[Data records — start]
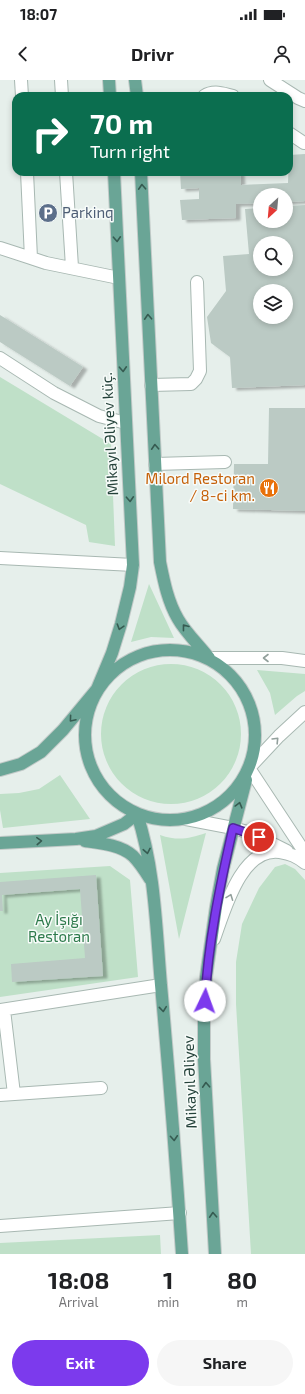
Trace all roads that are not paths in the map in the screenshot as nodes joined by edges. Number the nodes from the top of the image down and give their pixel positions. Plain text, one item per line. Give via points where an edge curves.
1 (21, 80) edge
2 (61, 80) edge
3 (109, 80) edge
4 (135, 80) edge
5 (270, 80) edge
6 (22, 92) edge
7 (62, 92) edge
8 (110, 92) edge
9 (136, 92) edge
10 (289, 92) edge
11 (293, 95) edge
12 (305, 101) edge
13 (293, 136) edge
14 (304, 143) edge
15 (27, 176) edge
16 (66, 176) edge
17 (114, 176) edge
18 (141, 176) edge
19 (0, 248) edge
20 (32, 258) junction
21 (72, 268) junction
22 (119, 278) junction
23 (197, 282) dead end
24 (0, 358) edge
25 (152, 385) junction
26 (126, 423) junction
27 (225, 462) dead end
28 (155, 464) junction
29 (0, 558) edge
30 (133, 565) junction
31 (209, 658) junction
32 (305, 661) edge
33 (97, 689) junction
34 (305, 712) edge
35 (249, 768) junction
36 (0, 770) edge
37 (137, 814) junction
38 (186, 819) junction
39 (233, 828) junction
40 (76, 839) junction
41 (0, 844) edge
42 (305, 853) edge
43 (292, 854) junction
44 (305, 863) edge
45 (152, 883) junction
46 (211, 946) junction
47 (161, 985) junction
48 (2, 1010) edge
49 (101, 1088) dead end
50 (14, 1094) junction
51 (0, 1095) edge
52 (180, 1213) junction
53 (0, 1226) edge
54 (182, 1254) edge
55 (215, 1254) edge

1 - 6 street
2 - 7 street
3 - 8 main road
4 - 9 main road
5 - 10 street
11 - 12 street
13 - 14 street
15 - 20 street
16 - 21 street
17 -> 22 main road, Mikayıl Əliyev küç.
25 -> 18 main road
19 - 20 street
20 - 21 street
21 - 22 street
22 -> 26 main road, Mikayıl Əliyev küç.
23 - 25 street via 200,370 190,384
24 - 26 street via 54,393 98,416
28 -> 25 main road
26 -> 30 main road, Mikayıl Əliyev küç.
27 - 28 street
31 -> 28 main road via 178,619 164,582 160,562
29 - 30 street
30 -> 33 main road, Mikayıl Əliyev küç. via 121,624
32 -> 31 street via 282,658
31 - 33 main road via 189,651 168,649 147,652 128,660 111,672
31 - 35 main road via 230,673 245,694 252,712 256,744
33 -> 36 main road via 41,752 21,764
33 - 37 main road via 87,711 84,736 88,760 99,783 116,801
35 -> 34 street
35 - 38 main road via 229,797 209,811
39 -> 35 main road, Mikayıl Əliyev
35 - 42 street
37 - 38 main road via 161,820
37 - 40 main road via 111,830 96,836
37 -> 45 main road, Mikayıl Əliyev via 144,836
38 - 39 street
39 - 43 street via 267,840
39 - 46 main road, Mikayıl Əliyev
41 -> 40 main road
40 - 45 main road via 117,847 132,855
43 - 44 street
46 -> 43 street via 240,874 262,854 274,851
45 - 47 main road, Mikayıl Əliyev
55 -> 46 main road, Mikayıl Əliyev via 204,1059 206,977
47 - 48 street
47 -> 52 main road, Mikayıl Əliyev
48 - 50 street
49 - 50 street
50 - 51 street
52 - 53 street
52 - 54 main road, Mikayıl Əliyev

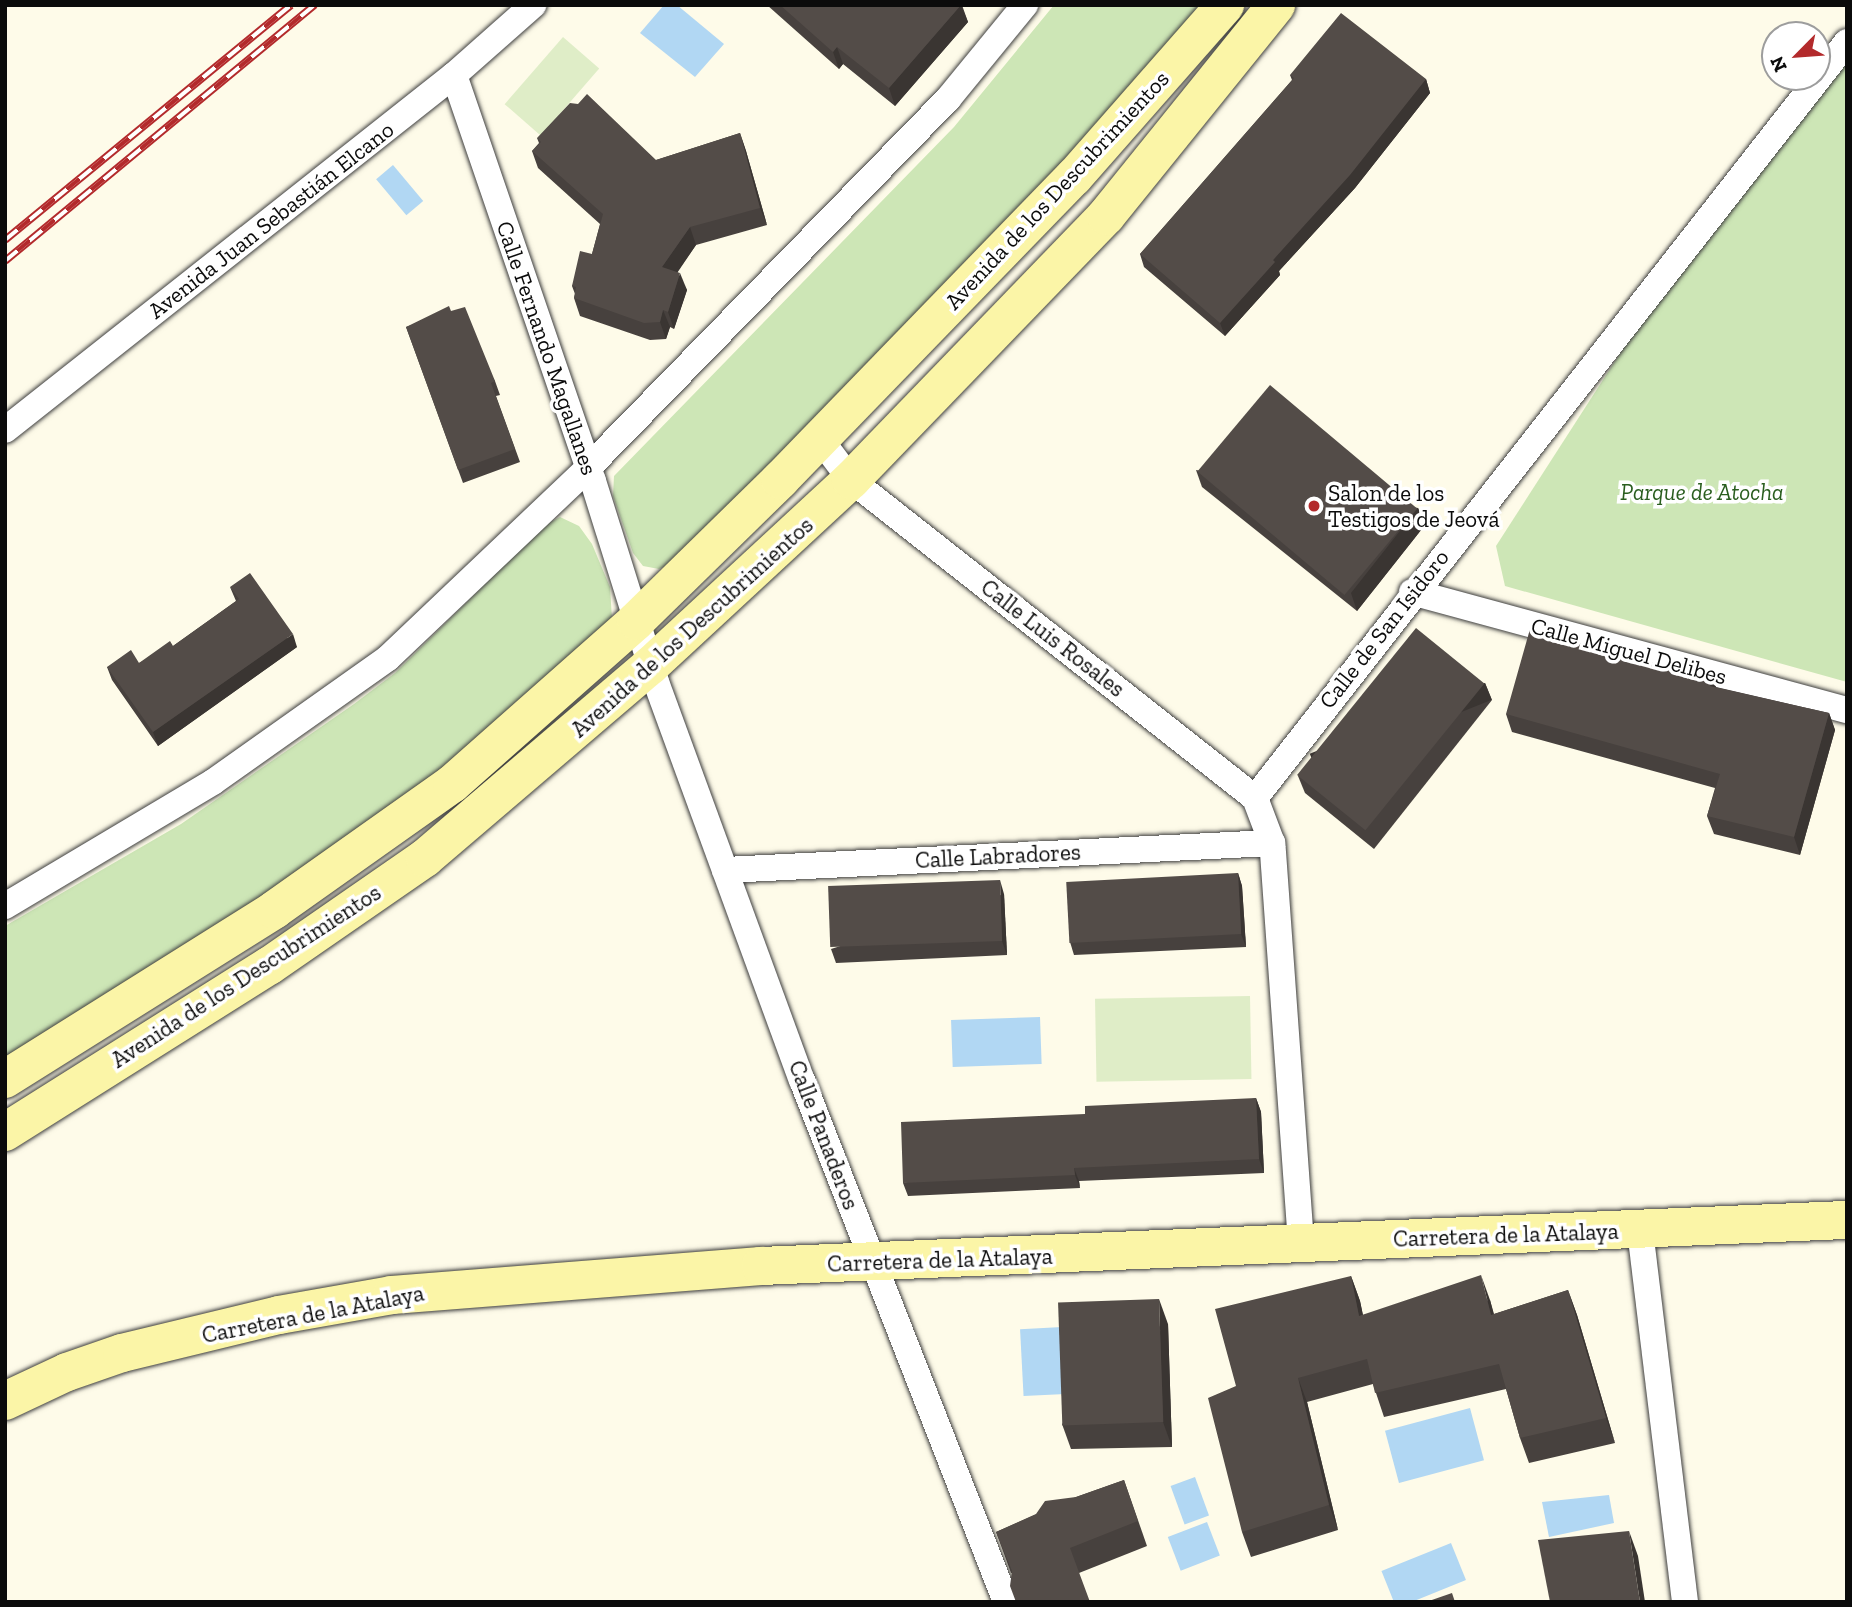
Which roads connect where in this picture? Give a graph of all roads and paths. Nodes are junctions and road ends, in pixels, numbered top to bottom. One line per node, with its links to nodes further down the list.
1 (533, 5): 6 (street, Avenida Juan Sebastián Elcano)
2 (1025, 5): 9 (street)
3 (1225, 5): 8 (street, Avenida de los Descubrimientos)
4 (1276, 5): 10 (street, Avenida de los Descubrimientos)
5 (1847, 42): 11 (street, Calle de San Isidoro)
6 (454, 75): 7 (street, Avenida Juan Sebastián Elcano); 9 (street, Calle Fernando Magallanes)
7 (5, 430)
8 (820, 439): 10 (street, Calle Luis Rosales); 12 (street, Avenida de los Descubrimientos)
9 (588, 468): 12 (street, Calle Fernando Magallanes); 18 (street)
10 (851, 480): 13 (street, Avenida de los Descubrimientos); 15 (street, Calle Luis Rosales)
11 (1412, 592): 14 (street, Calle Miguel Delibes); 15 (street, Calle de San Isidoro)
12 (636, 621): 13 (street, Calle Fernando Magallanes); 19 (street, Avenida de los Descubrimientos)
13 (650, 666): 17 (street, Calle Panaderos); 20 (street, Avenida de los Descubrimientos)
14 (1847, 710)
15 (1255, 798): 16 (street)
16 (1272, 843): 17 (street, Calle Labradores); 23 (street)
17 (725, 870): 24 (street, Calle Panaderos)
18 (5, 906)
19 (5, 1079)
20 (5, 1132)
21 (1847, 1220): 22 (street, Carretera de la Atalaya)
22 (1640, 1230): 23 (street, Carretera de la Atalaya); 29 (street)
23 (1301, 1243): 24 (street, Carretera de la Atalaya)
24 (874, 1263): 25 (street, Carretera de la Atalaya); 28 (street, Calle Panaderos)
25 (44, 1381): 26 (street, Carretera de la Atalaya); 27 (street, Carretera de la Atalaya)
26 (5, 1385)
27 (5, 1401)
28 (1006, 1602)
29 (1685, 1602)

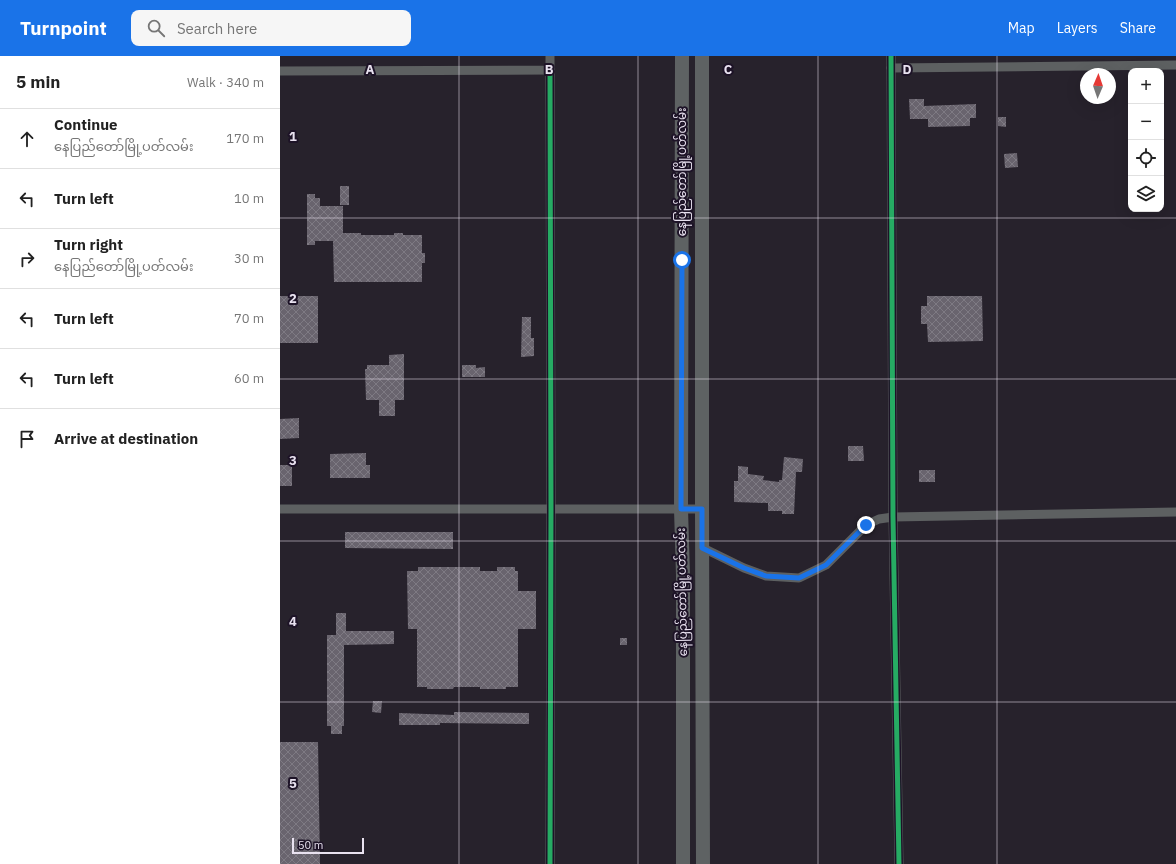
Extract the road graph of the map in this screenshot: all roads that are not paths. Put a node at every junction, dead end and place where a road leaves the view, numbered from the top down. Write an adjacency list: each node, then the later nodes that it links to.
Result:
1 (550, 56): 8 (street)
2 (682, 56): 11 (main road, နေပြည်တော်မြို့ပတ်လမ်း)
3 (702, 56): 12 (main road, နေပြည်တော်မြို့ပတ်လမ်း)
4 (891, 56): 6 (street)
5 (1176, 65): 6 (street)
6 (891, 68): 14 (street)
7 (280, 70): 8 (street)
8 (550, 70): 10 (street)
9 (280, 509): 10 (street)
10 (551, 509): 11 (street); 16 (street)
11 (681, 509): 12 (street); 17 (main road, နေပြည်တော်မြို့ပတ်လမ်း)
12 (702, 509): 15 (main road, နေပြည်တော်မြို့ပတ်လမ်း)
13 (1176, 512): 14 (street)
14 (893, 517): 15 (street); 19 (street)
15 (702, 548): 18 (main road, နေပြည်တော်မြို့ပတ်လမ်း)
16 (550, 864)
17 (683, 864)
18 (703, 864)
19 (899, 864)

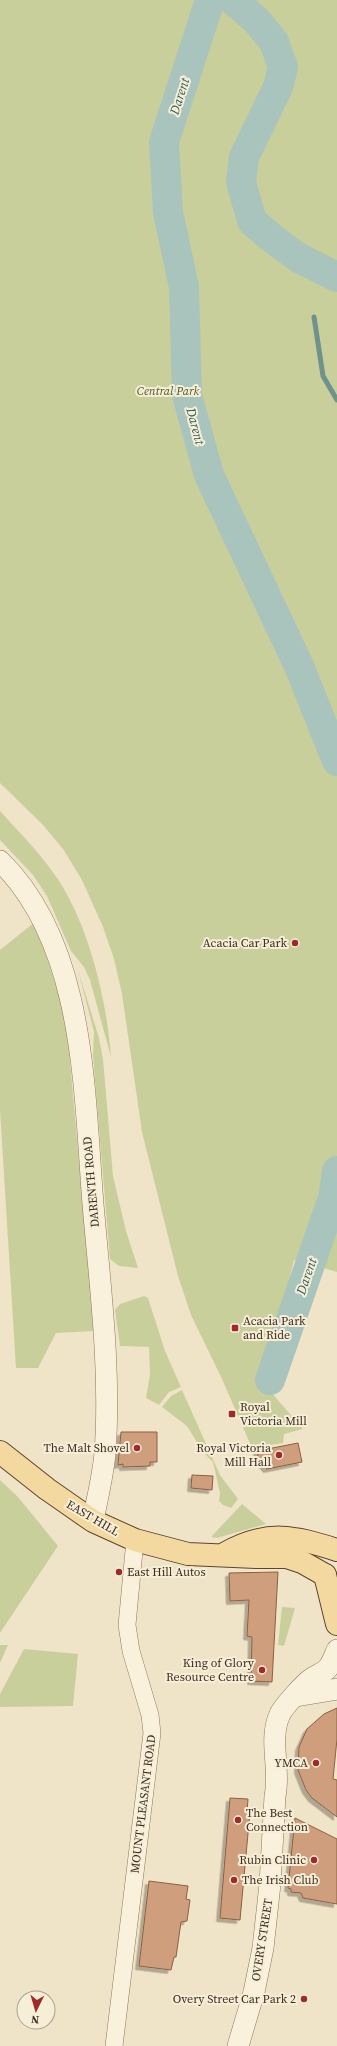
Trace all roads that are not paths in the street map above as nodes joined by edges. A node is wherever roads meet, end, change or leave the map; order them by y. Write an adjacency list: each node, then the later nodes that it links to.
1 (0, 861): 3 (street, DARENTH ROAD)
2 (0, 1452): 3 (main road, EAST HILL)
3 (93, 1521): 4 (main road, EAST HILL)
4 (135, 1540): 6 (main road, EAST HILL); 12 (street, MOUNT PLEASANT ROAD)
5 (337, 1550): 6 (main road)
6 (223, 1555): 7 (main road, EAST HILL)
7 (331, 1566): 8 (main road)
8 (337, 1624)
9 (337, 1650): 11 (street, OVERY STREET)
10 (337, 1689): 11 (street)
11 (296, 1696): 13 (street, OVERY STREET)
12 (114, 2046)
13 (238, 2046)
[Data records — finish]
Top to bottom, retype the listing exactly but drop every picture.

Trace all roads that are not paths in the map in the screenshot as nodes joined by edges. Number the nodes from the top of the image down and give their pixel positions. Plain text, one item per line. Give via points where an edge curves.
1 (21, 80) edge
2 (61, 80) edge
3 (109, 80) edge
4 (135, 80) edge
5 (270, 80) edge
6 (22, 92) edge
7 (62, 92) edge
8 (110, 92) edge
9 (136, 92) edge
10 (289, 92) edge
11 (293, 95) edge
12 (305, 101) edge
13 (293, 136) edge
14 (304, 143) edge
15 (27, 176) edge
16 (66, 176) edge
17 (114, 176) edge
18 (141, 176) edge
19 (0, 248) edge
20 (32, 258) junction
21 (72, 268) junction
22 (119, 278) junction
23 (197, 282) dead end
24 (0, 358) edge
25 (152, 385) junction
26 (126, 423) junction
27 (225, 462) dead end
28 (155, 464) junction
29 (0, 558) edge
30 (133, 565) junction
31 (209, 658) junction
32 (305, 661) edge
33 (97, 689) junction
34 (305, 712) edge
35 (249, 768) junction
36 (0, 770) edge
37 (137, 814) junction
38 (186, 819) junction
39 (233, 828) junction
40 (76, 839) junction
41 (0, 844) edge
42 (305, 853) edge
43 (292, 854) junction
44 (305, 863) edge
45 (152, 883) junction
46 (211, 946) junction
47 (161, 985) junction
48 (2, 1010) edge
49 (101, 1088) dead end
50 (14, 1094) junction
51 (0, 1095) edge
52 (180, 1213) junction
53 (0, 1226) edge
54 (182, 1254) edge
55 (215, 1254) edge

1 - 6 street
2 - 7 street
3 - 8 main road
4 - 9 main road
5 - 10 street
11 - 12 street
13 - 14 street
15 - 20 street
16 - 21 street
17 -> 22 main road, Mikayıl Əliyev küç.
25 -> 18 main road
19 - 20 street
20 - 21 street
21 - 22 street
22 -> 26 main road, Mikayıl Əliyev küç.
23 - 25 street via 200,370 190,384
24 - 26 street via 54,393 98,416
28 -> 25 main road
26 -> 30 main road, Mikayıl Əliyev küç.
27 - 28 street
31 -> 28 main road via 178,619 164,582 160,562
29 - 30 street
30 -> 33 main road, Mikayıl Əliyev küç. via 121,624
32 -> 31 street via 282,658
31 - 33 main road via 189,651 168,649 147,652 128,660 111,672
31 - 35 main road via 230,673 245,694 252,712 256,744
33 -> 36 main road via 41,752 21,764
33 - 37 main road via 87,711 84,736 88,760 99,783 116,801
35 -> 34 street
35 - 38 main road via 229,797 209,811
39 -> 35 main road, Mikayıl Əliyev
35 - 42 street
37 - 38 main road via 161,820
37 - 40 main road via 111,830 96,836
37 -> 45 main road, Mikayıl Əliyev via 144,836
38 - 39 street
39 - 43 street via 267,840
39 - 46 main road, Mikayıl Əliyev
41 -> 40 main road
40 - 45 main road via 117,847 132,855
43 - 44 street
46 -> 43 street via 240,874 262,854 274,851
45 - 47 main road, Mikayıl Əliyev
55 -> 46 main road, Mikayıl Əliyev via 204,1059 206,977
47 - 48 street
47 -> 52 main road, Mikayıl Əliyev
48 - 50 street
49 - 50 street
50 - 51 street
52 - 53 street
52 - 54 main road, Mikayıl Əliyev

Which roads connect where in this picture? Give a graph of all roads and paths. Nodes are junctions and road ends, in pixels, numbered top to bottom. One line per node, with its links to nodes further down the list.
1 (533, 5): 6 (street, Avenida Juan Sebastián Elcano)
2 (1025, 5): 9 (street)
3 (1225, 5): 8 (street, Avenida de los Descubrimientos)
4 (1276, 5): 10 (street, Avenida de los Descubrimientos)
5 (1847, 42): 11 (street, Calle de San Isidoro)
6 (454, 75): 7 (street, Avenida Juan Sebastián Elcano); 9 (street, Calle Fernando Magallanes)
7 (5, 430)
8 (820, 439): 10 (street, Calle Luis Rosales); 12 (street, Avenida de los Descubrimientos)
9 (588, 468): 12 (street, Calle Fernando Magallanes); 18 (street)
10 (851, 480): 13 (street, Avenida de los Descubrimientos); 15 (street, Calle Luis Rosales)
11 (1412, 592): 14 (street, Calle Miguel Delibes); 15 (street, Calle de San Isidoro)
12 (636, 621): 13 (street, Calle Fernando Magallanes); 19 (street, Avenida de los Descubrimientos)
13 (650, 666): 17 (street, Calle Panaderos); 20 (street, Avenida de los Descubrimientos)
14 (1847, 710)
15 (1255, 798): 16 (street)
16 (1272, 843): 17 (street, Calle Labradores); 23 (street)
17 (725, 870): 24 (street, Calle Panaderos)
18 (5, 906)
19 (5, 1079)
20 (5, 1132)
21 (1847, 1220): 22 (street, Carretera de la Atalaya)
22 (1640, 1230): 23 (street, Carretera de la Atalaya); 29 (street)
23 (1301, 1243): 24 (street, Carretera de la Atalaya)
24 (874, 1263): 25 (street, Carretera de la Atalaya); 28 (street, Calle Panaderos)
25 (44, 1381): 26 (street, Carretera de la Atalaya); 27 (street, Carretera de la Atalaya)
26 (5, 1385)
27 (5, 1401)
28 (1006, 1602)
29 (1685, 1602)

Extract the road graph of the map in this screenshot: all roads that are not paths. Put a node at every junction, dead end and place where a road leaves the view, numbered from the top down. Write an adjacency list: each node, then the later nodes that it links to.
Result:
1 (550, 56): 8 (street)
2 (682, 56): 11 (main road, နေပြည်တော်မြို့ပတ်လမ်း)
3 (702, 56): 12 (main road, နေပြည်တော်မြို့ပတ်လမ်း)
4 (891, 56): 6 (street)
5 (1176, 65): 6 (street)
6 (891, 68): 14 (street)
7 (280, 70): 8 (street)
8 (550, 70): 10 (street)
9 (280, 509): 10 (street)
10 (551, 509): 11 (street); 16 (street)
11 (681, 509): 12 (street); 17 (main road, နေပြည်တော်မြို့ပတ်လမ်း)
12 (702, 509): 15 (main road, နေပြည်တော်မြို့ပတ်လမ်း)
13 (1176, 512): 14 (street)
14 (893, 517): 15 (street); 19 (street)
15 (702, 548): 18 (main road, နေပြည်တော်မြို့ပတ်လမ်း)
16 (550, 864)
17 (683, 864)
18 (703, 864)
19 (899, 864)

Trace all roads that are not paths in the street map above as nodes joined by edges. A node is wherever roads meet, end, change or leave the map; order them by y. Write an adjacency list: each node, then the later nodes that it links to.
1 (0, 861): 3 (street, DARENTH ROAD)
2 (0, 1452): 3 (main road, EAST HILL)
3 (93, 1521): 4 (main road, EAST HILL)
4 (135, 1540): 6 (main road, EAST HILL); 12 (street, MOUNT PLEASANT ROAD)
5 (337, 1550): 6 (main road)
6 (223, 1555): 7 (main road, EAST HILL)
7 (331, 1566): 8 (main road)
8 (337, 1624)
9 (337, 1650): 11 (street, OVERY STREET)
10 (337, 1689): 11 (street)
11 (296, 1696): 13 (street, OVERY STREET)
12 (114, 2046)
13 (238, 2046)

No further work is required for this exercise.